Review /

The Gentle Way (JUDO) Clifton Benevento / New York

A sculpture is the same sculpture still, regardless of how much its form changes, even when outside intervention or a work’s own inertia or decomposition alters its structure. The various constructions in “The Gentle Way (JUDO),” a group exhibition organized by participating artist Zak Kitnick, grow, expand or rot in multiple directions, both away from and toward each other.

Judo, Japanese for the gentle way, began in the 19th century as a martial art that relies on a series of light gestures that will gently turn one’s opponent’s strength against himself. Here, the various sculptures in the group hang in the balance, changing compositionally at a progressive state. Regardless of one’s point of entry into the exhibition, the first work to encounter is Roelof Louw’s Soul City (Pyramid of Oranges) (1967), a bright, free-standing structure that manages to simultaneously deplete and proliferate itself the longer it is on display — visitors are encouraged to help themselves to a piece of fruit, wearing down its peak over the length of its exhibition, while the sweet, biting scent of citrus intensifies, perfuming the space the longer Soul City sits in the sunshine. Four weeks into the show, the pyramid had almost entirely changed states, from a cone of orange globes to a heavy cloud of fragrance.

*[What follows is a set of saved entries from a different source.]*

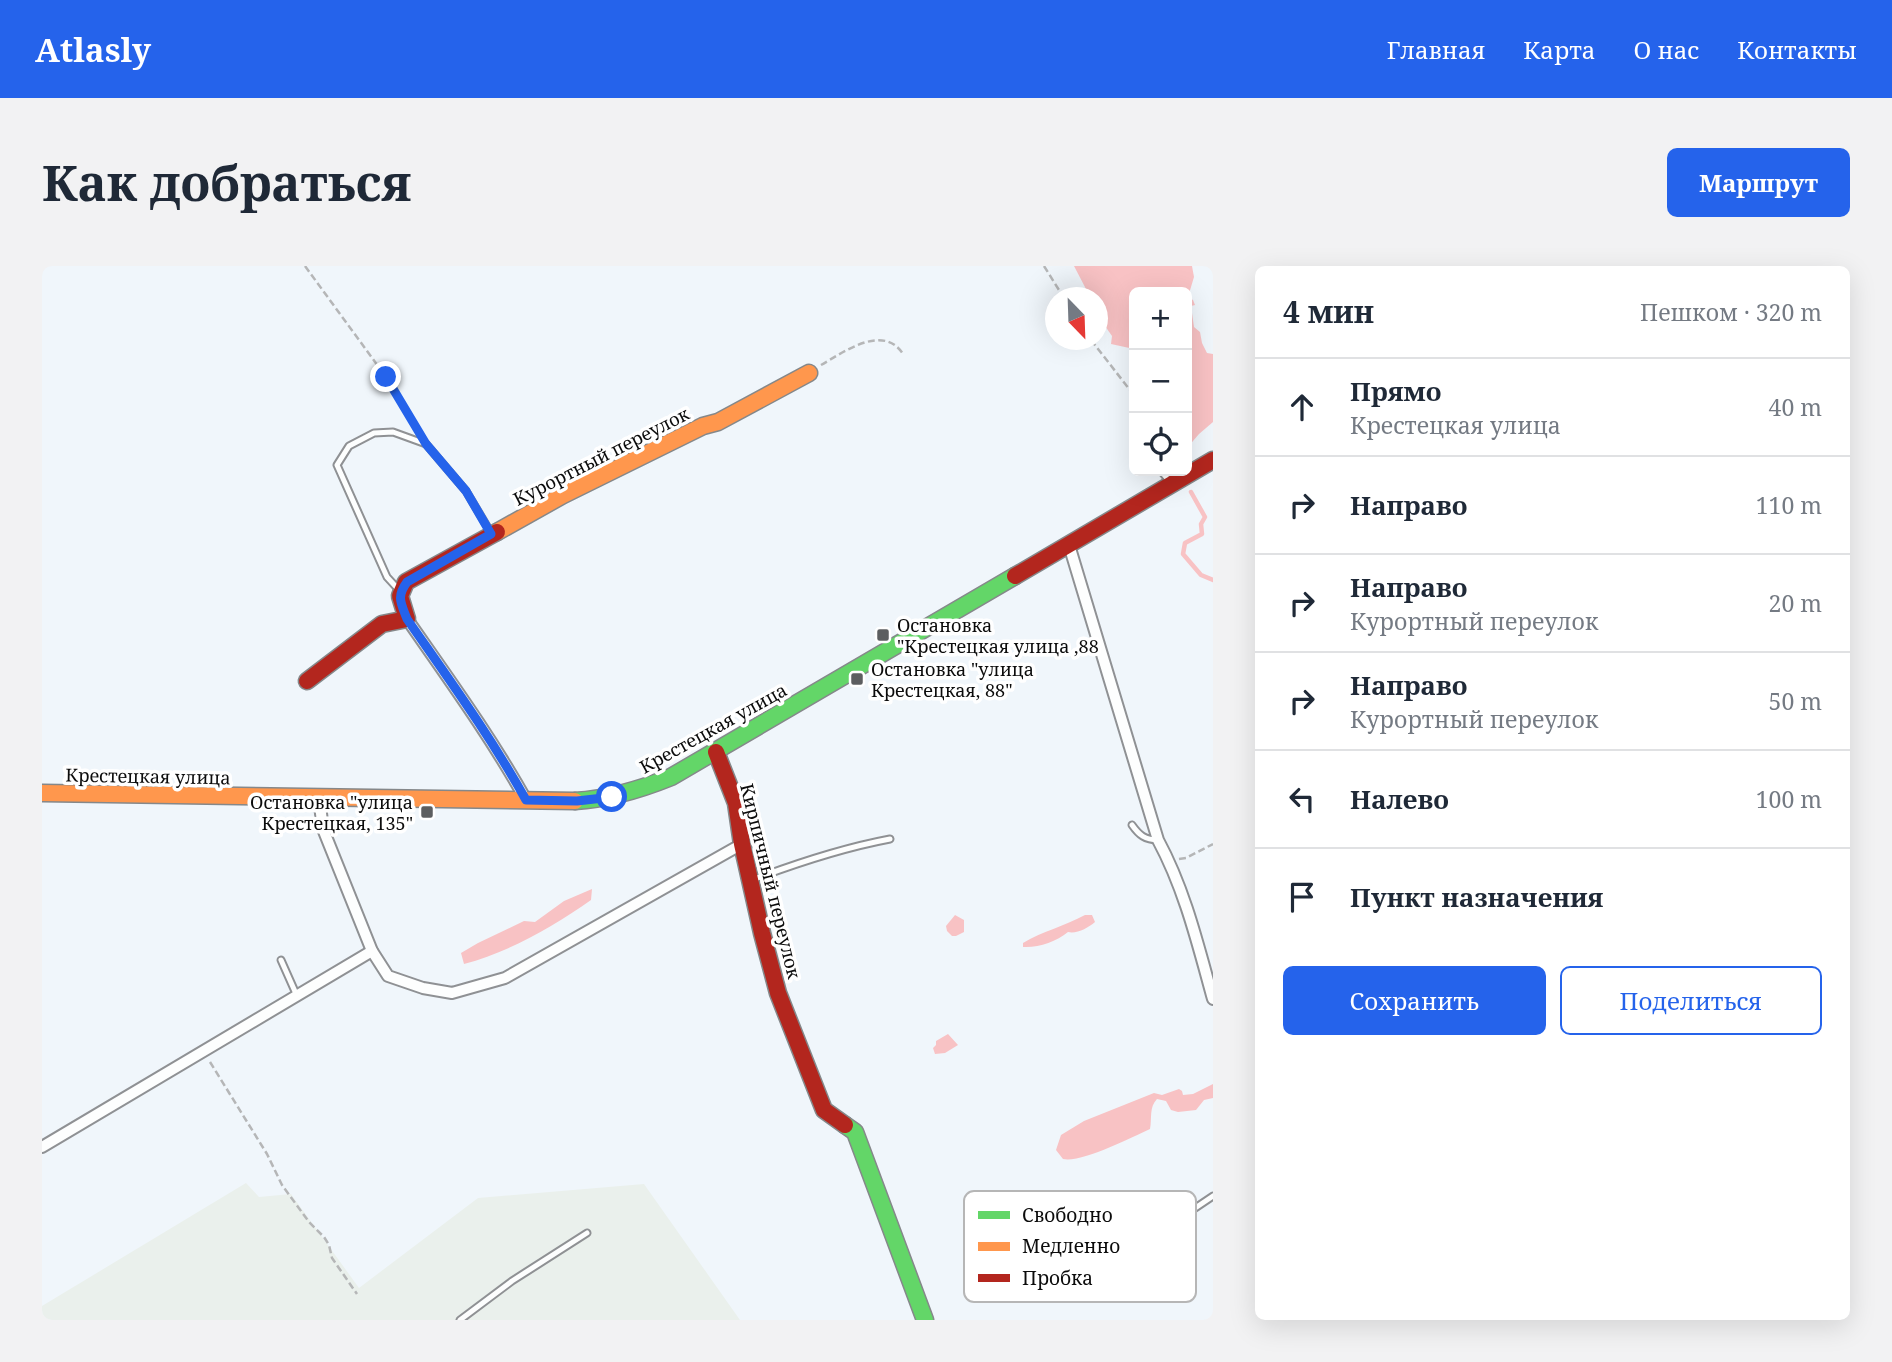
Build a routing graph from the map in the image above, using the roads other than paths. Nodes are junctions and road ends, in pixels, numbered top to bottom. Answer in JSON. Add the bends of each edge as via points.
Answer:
{"nodes":[{"id":1,"x":809,"y":373,"type":"road end"},
{"id":2,"x":1213,"y":460,"type":"edge"},
{"id":3,"x":1165,"y":476,"type":"edge"},
{"id":4,"x":1172,"y":484,"type":"junction"},
{"id":5,"x":491,"y":534,"type":"junction"},
{"id":6,"x":1069,"y":545,"type":"junction"},
{"id":7,"x":400,"y":591,"type":"junction"},
{"id":8,"x":407,"y":619,"type":"junction"},
{"id":9,"x":307,"y":681,"type":"dead end"},
{"id":10,"x":716,"y":752,"type":"junction"},
{"id":11,"x":42,"y":793,"type":"edge"},
{"id":12,"x":319,"y":798,"type":"junction"},
{"id":13,"x":526,"y":800,"type":"junction"},
{"id":14,"x":1132,"y":825,"type":"dead end"},
{"id":15,"x":890,"y":839,"type":"dead end"},
{"id":16,"x":1158,"y":840,"type":"junction"},
{"id":17,"x":742,"y":844,"type":"junction"},
{"id":18,"x":750,"y":881,"type":"junction"},
{"id":19,"x":372,"y":951,"type":"junction"},
{"id":20,"x":281,"y":960,"type":"dead end"},
{"id":21,"x":297,"y":996,"type":"junction"},
{"id":22,"x":1213,"y":999,"type":"edge"},
{"id":23,"x":42,"y":1147,"type":"edge"},
{"id":24,"x":1213,"y":1196,"type":"edge"},
{"id":25,"x":1196,"y":1207,"type":"edge"},
{"id":26,"x":587,"y":1233,"type":"dead end"},
{"id":27,"x":460,"y":1320,"type":"edge"},
{"id":28,"x":925,"y":1320,"type":"edge"}],
"edges":[{"from":1,"to":5,"type":"main road","name":"Курортный переулок"},
{"from":2,"to":4,"type":"main road","name":"Крестецкая улица"},
{"from":3,"to":4,"type":"lane"},
{"from":4,"to":6,"type":"main road","name":"Крестецкая улица"},
{"from":5,"to":7,"type":"main road","name":"Курортный переулок","via":[[407,582]]},
{"from":5,"to":7,"type":"lane","via":[[466,491],[426,444],[394,432],[374,433],[349,446],[337,465],[387,577]]},
{"from":6,"to":10,"type":"main road","name":"Крестецкая улица"},
{"from":6,"to":16,"type":"street"},
{"from":7,"to":8,"type":"main road"},
{"from":8,"to":9,"type":"main road","via":[[382,624]]},
{"from":8,"to":13,"type":"street"},
{"from":10,"to":13,"type":"main road","name":"Крестецкая улица","via":[[671,777],[612,797]]},
{"from":10,"to":17,"type":"main road","name":"Кирпичный переулок","via":[[736,803]]},
{"from":11,"to":12,"type":"main road","name":"Крестецкая улица"},
{"from":12,"to":13,"type":"main road","name":"Крестецкая улица"},
{"from":12,"to":19,"type":"street","via":[[323,829]]},
{"from":14,"to":16,"type":"lane","via":[[1148,840]]},
{"from":15,"to":18,"type":"lane","via":[[813,858]]},
{"from":16,"to":22,"type":"street","via":[[1183,895]]},
{"from":17,"to":18,"type":"main road","name":"Кирпичный переулок"},
{"from":17,"to":19,"type":"street","via":[[505,978],[452,993],[423,988],[388,976]]},
{"from":18,"to":28,"type":"main road","name":"Кирпичный переулок","via":[[778,993],[824,1110],[855,1132]]},
{"from":19,"to":21,"type":"street"},
{"from":20,"to":21,"type":"lane"},
{"from":21,"to":23,"type":"street"},
{"from":24,"to":25,"type":"lane"},
{"from":26,"to":27,"type":"lane"}]}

A story above the oranges, Kitnick’s Catfish (2015) is wedged between the pipes near the ceiling. A soft blue square of Instant Quick® Room Temperature, the instant foam packaging almost immediately turned into a solid lump within its fabric casing when it was activated upon being placed in position. Changing the density of Catfish used the particularity required in creating a site-specific work against itself, into one of inevitable self-destruction, since the once-supple form now has to be broken apart to be removed. Completing the triangle, Rochelle Goldberg’s A Basic Instinct (2015) offers a beige oasis from the neon fruit, industrial packaging, nearby barbed-wire works of Charles Harlan (Wood, Tree; both 2014) and floating text messages of self-doubt and grief from Anicka Yi Can You Teach The Agony To Sing? (2014). The off-white carpet is a backdrop for a constellation of minimalist steel lines and ominous shapes molded from crude oil, a fitting final stop to all of the stages in organic matter to have rolled out before it.